Look through the entries and report how many lines include the word "symbols". Give the number alone.

Saved entries:

━━━━━━━━━━━━━━━━

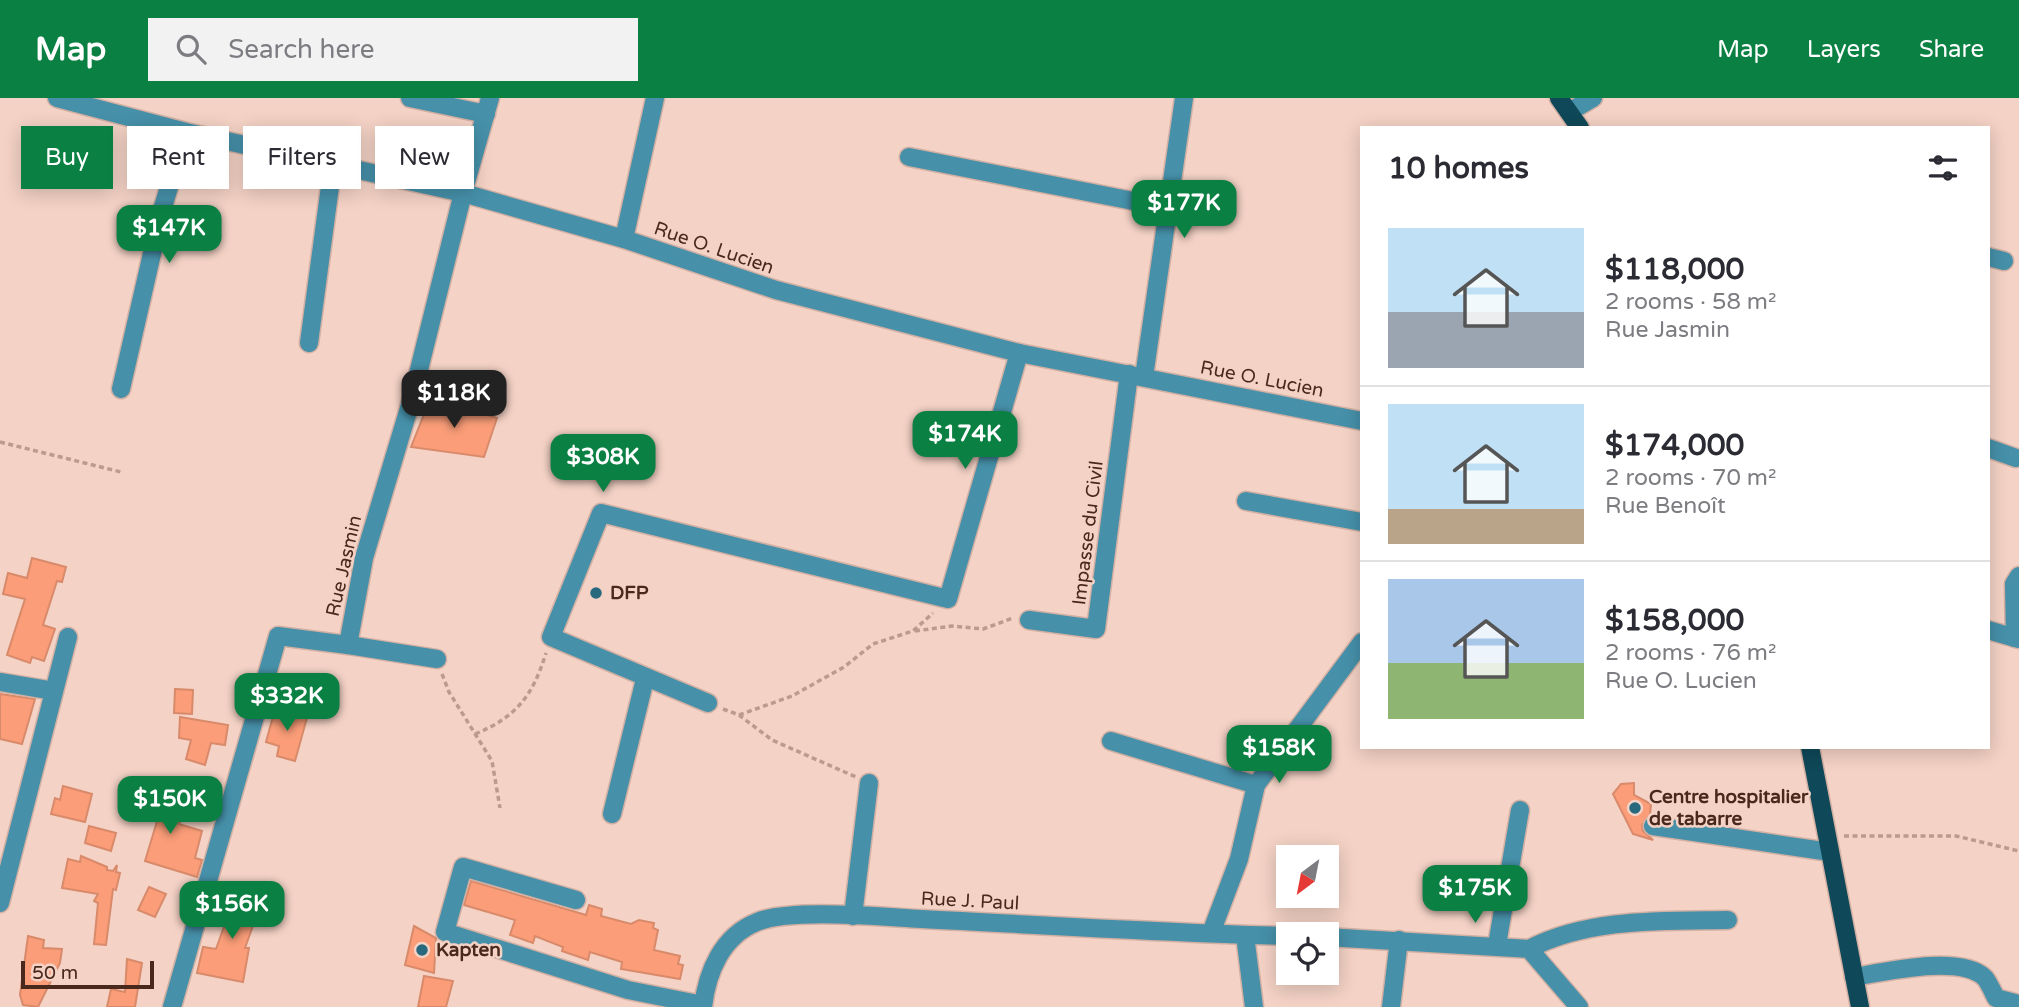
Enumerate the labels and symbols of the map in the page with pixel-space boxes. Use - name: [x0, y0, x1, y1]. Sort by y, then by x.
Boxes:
- pin: $177K: [1135, 180, 1233, 240]
- pin: $147K: [120, 206, 218, 265]
- street label: Rue O. Lucien: [651, 217, 777, 279]
- street label: Rue O. Lucien: [1198, 356, 1326, 402]
- pin: $118K: [405, 370, 503, 430]
- pin: $174K: [916, 412, 1014, 471]
- pin: $308K: [554, 434, 652, 494]
- street label: Impasse du Civil: [1068, 460, 1108, 606]
- street label: Rue Jasmin: [322, 513, 366, 619]
- place label: DFP: [610, 582, 649, 604]
- marker: DFP: [588, 585, 604, 601]
- pin: $332K: [238, 674, 336, 733]
- pin: $158K: [1230, 726, 1328, 785]
- pin: $150K: [121, 776, 219, 836]
- place label: Centre hospitalier de tabarre: [1649, 786, 1809, 830]
- marker: Centre hospitalier de tabarre: [1627, 800, 1643, 816]
- north arrow: [1276, 845, 1339, 908]
- pin: $175K: [1426, 866, 1524, 925]
- pin: $156K: [183, 882, 281, 941]
- street label: Rue J. Paul: [920, 887, 1020, 915]
- place label: Kapten: [436, 939, 501, 962]
- marker: Kapten: [414, 942, 430, 958]
- scale bar: [21, 958, 154, 990]

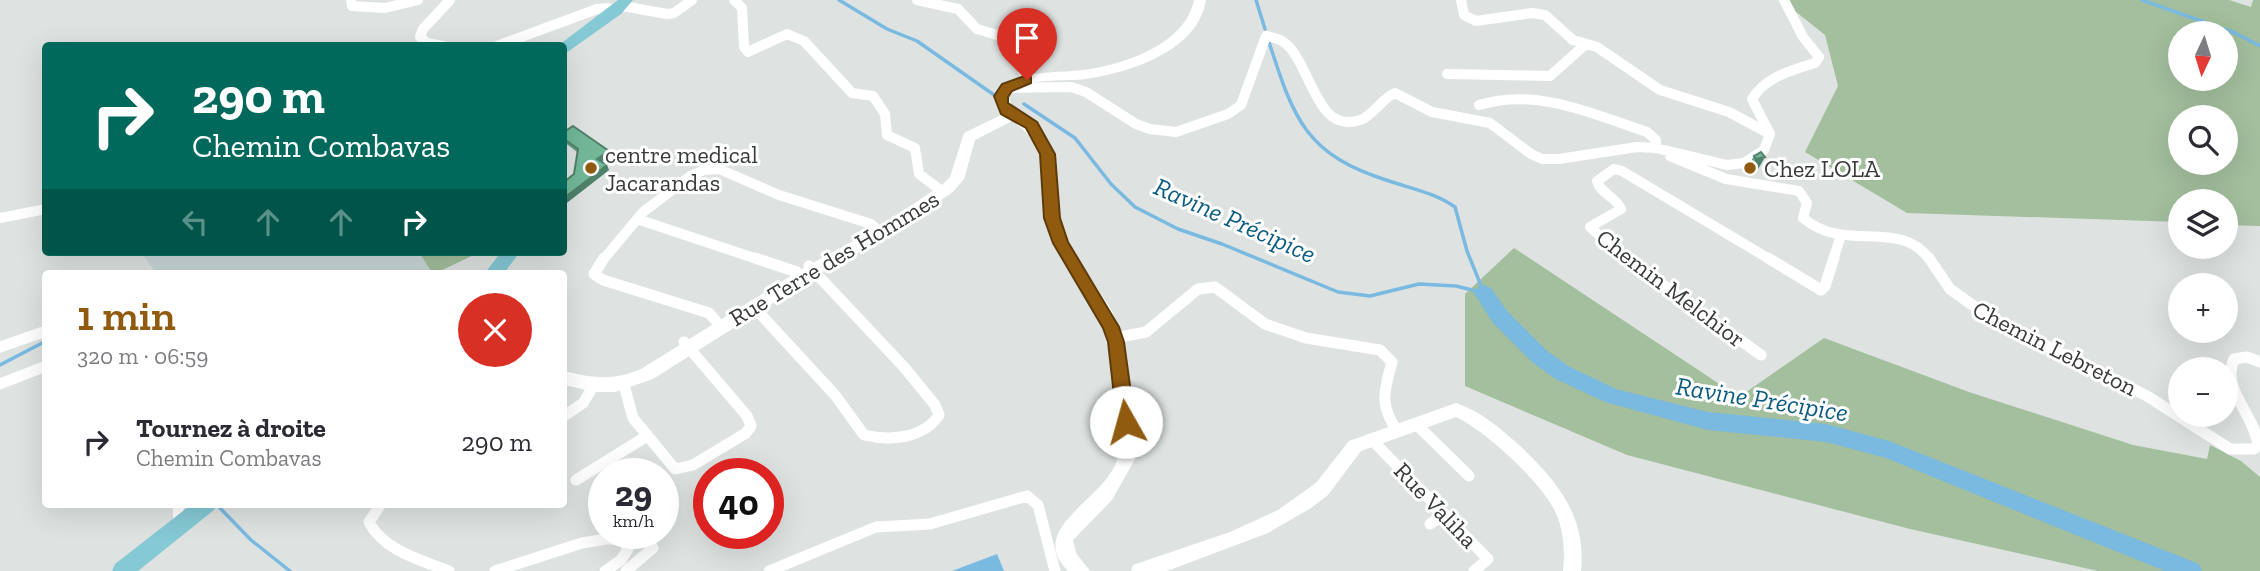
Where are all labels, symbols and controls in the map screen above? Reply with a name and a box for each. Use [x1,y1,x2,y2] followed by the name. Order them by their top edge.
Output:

━━━━━━━━━━━━━━━━

## RESPONSE
2